I dati
Combattere le balle sul consumo del suolo si può. Qualche antidoto
Una politica seria cerca di ottimizzare gli spazi che ha cercando di conciliare lo sviluppo urbano con la riduzione del consumo di suolo senza battaglie ideologiche. In passato è stato fatto
Il consumo di suolo è un problema grave e c’è una larga convergenza sul fatto che vada ridotto, possibilmente fino a zero. Qualche dato meno urlato degli allarmi periodici che sul tema vengono lanciati da ambientalisti e da Ispra aiuta, però, non solo a capire meglio le tendenze vere, che su questo tema sono di medio-lungo periodo, ma anche a guardare dentro il fenomeno e a elaborare politiche “lunghe” di contrasto. Nel periodo 1960-1990 il consumo di suolo medio annuo era di 240 kmq, saliti nell’ultimo decennio del secolo scorso a 280 kmq annui, poi scesi nel primo decennio del XXI secolo a 210 kmq e attestatisi negli ultimi otto anni intorno ai 60 kmq. L’ultimo Rapporto Ispra dice che nel 2022 si è registrata una crescita a 71 kmq e una certa dose di attenzione questo dato la richiede.
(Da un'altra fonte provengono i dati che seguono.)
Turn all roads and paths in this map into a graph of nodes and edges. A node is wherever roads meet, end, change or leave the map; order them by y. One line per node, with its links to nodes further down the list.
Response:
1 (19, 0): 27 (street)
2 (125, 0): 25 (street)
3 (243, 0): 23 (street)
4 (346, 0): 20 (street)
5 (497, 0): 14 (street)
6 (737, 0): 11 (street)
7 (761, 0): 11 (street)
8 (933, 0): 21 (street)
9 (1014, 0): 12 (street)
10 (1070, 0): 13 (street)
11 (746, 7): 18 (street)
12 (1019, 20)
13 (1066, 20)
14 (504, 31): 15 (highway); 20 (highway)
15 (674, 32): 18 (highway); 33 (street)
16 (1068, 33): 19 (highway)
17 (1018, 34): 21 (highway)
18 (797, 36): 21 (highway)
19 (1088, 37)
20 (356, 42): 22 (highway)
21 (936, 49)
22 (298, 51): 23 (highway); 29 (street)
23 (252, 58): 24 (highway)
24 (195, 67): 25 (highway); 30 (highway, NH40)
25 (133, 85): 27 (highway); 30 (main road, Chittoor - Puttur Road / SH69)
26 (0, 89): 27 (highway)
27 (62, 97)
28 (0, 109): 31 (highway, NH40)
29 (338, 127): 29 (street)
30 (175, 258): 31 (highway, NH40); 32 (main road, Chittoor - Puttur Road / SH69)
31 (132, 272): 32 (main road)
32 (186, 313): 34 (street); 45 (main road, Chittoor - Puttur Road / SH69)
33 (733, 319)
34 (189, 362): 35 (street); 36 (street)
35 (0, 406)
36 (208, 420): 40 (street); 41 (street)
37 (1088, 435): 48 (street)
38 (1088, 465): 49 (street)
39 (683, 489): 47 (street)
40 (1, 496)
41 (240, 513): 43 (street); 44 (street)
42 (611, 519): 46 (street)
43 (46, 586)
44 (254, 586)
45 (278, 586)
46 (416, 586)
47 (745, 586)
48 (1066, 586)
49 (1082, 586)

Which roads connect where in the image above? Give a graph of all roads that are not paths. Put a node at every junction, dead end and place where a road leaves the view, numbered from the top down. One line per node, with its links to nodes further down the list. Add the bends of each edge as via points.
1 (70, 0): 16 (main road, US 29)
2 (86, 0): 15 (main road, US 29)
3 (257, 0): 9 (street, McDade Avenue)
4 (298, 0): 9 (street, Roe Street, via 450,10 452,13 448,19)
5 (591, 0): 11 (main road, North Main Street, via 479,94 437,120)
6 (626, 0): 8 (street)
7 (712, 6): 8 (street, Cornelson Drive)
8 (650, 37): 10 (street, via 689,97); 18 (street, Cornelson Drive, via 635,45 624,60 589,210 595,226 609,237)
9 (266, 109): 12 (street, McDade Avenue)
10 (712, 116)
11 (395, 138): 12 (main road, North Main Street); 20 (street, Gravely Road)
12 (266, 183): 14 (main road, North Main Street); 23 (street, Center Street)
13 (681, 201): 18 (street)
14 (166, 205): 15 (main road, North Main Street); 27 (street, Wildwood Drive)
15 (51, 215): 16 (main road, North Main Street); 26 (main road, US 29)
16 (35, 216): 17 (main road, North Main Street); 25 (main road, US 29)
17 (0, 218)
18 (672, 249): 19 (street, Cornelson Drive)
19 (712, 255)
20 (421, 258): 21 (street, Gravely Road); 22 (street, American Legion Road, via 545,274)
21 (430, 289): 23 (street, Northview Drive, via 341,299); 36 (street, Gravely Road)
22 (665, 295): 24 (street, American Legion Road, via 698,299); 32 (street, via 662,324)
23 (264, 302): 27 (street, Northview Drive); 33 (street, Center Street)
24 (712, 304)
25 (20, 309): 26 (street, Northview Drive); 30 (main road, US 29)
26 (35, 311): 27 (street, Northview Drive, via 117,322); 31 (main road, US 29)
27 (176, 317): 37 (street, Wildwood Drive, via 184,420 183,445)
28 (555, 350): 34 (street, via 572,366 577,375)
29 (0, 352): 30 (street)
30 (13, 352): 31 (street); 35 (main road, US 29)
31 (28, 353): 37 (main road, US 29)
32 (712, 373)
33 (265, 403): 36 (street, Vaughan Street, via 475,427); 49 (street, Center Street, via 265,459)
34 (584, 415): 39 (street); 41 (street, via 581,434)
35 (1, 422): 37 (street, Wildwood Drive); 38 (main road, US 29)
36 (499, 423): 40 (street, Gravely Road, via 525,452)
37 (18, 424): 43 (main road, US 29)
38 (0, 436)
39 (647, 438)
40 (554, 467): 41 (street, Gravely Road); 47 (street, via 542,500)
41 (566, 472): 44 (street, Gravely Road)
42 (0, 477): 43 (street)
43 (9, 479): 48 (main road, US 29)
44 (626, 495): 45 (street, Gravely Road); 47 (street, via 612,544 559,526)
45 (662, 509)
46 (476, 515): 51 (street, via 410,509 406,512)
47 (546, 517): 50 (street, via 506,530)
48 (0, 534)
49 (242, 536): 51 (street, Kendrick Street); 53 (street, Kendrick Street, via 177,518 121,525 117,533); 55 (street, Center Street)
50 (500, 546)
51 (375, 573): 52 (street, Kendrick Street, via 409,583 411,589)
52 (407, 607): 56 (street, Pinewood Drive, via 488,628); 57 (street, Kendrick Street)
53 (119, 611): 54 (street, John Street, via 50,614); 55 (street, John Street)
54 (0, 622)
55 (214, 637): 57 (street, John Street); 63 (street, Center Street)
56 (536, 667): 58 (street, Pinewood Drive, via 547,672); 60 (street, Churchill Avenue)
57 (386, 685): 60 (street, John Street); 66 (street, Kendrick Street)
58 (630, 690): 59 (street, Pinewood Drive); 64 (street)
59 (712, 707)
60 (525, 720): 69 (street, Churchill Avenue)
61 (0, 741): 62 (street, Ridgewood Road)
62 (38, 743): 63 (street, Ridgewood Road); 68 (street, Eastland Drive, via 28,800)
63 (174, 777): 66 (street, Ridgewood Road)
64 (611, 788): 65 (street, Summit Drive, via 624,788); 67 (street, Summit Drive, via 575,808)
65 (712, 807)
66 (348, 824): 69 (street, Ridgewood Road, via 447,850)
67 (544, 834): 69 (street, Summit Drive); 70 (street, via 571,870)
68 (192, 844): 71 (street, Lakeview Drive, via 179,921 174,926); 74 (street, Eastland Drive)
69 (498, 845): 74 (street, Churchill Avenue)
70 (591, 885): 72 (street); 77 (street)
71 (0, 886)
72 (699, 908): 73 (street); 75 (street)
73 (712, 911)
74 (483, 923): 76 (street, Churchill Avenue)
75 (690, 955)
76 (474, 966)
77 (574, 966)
Nulla toglie, però, a una tendenza in atto che va accelerata, ma intanto c’è: in un decennio il consumo di suolo si è ridotto di oltre due terzi. Quando ci sono dati positivi non vanno nascosti, ma valorizzati, insieme alle politiche che li hanno prodotti.
Guardiamo dentro i dati. Anzitutto il 25 per cento di questo consumo non sappiamo cosa sia: non classificato. Per la parte restante il 53 per cento è consumo di suolo reversibile e solo il 47 per cento è consumo di suolo permanente. Il consumo reversibile è in gran parte relativo a cantieri temporanei oppure ad aree in terra battuta. Qui c’è una prima questione interessante per chi volesse davvero costruire delle politiche attive del territorio: il consumo netto di suolo nel 2022 è dato da 76,8 kmq di consumo lordo cui si sottrae il ripristino di aree naturali di soli 6 kmq. Ripristinare più aree consumate temporaneamente ed evitare che diventino permanenti può essere una politica strutturale che oggi non c’è. Potrebbe andare di pari passo con la politica di riforestazione e piantumazione di alberi (anche nelle aree urbane) per cui abbiamo avuto un primo assaggio, deludente quanto a capacità attuativa, nel PNRR.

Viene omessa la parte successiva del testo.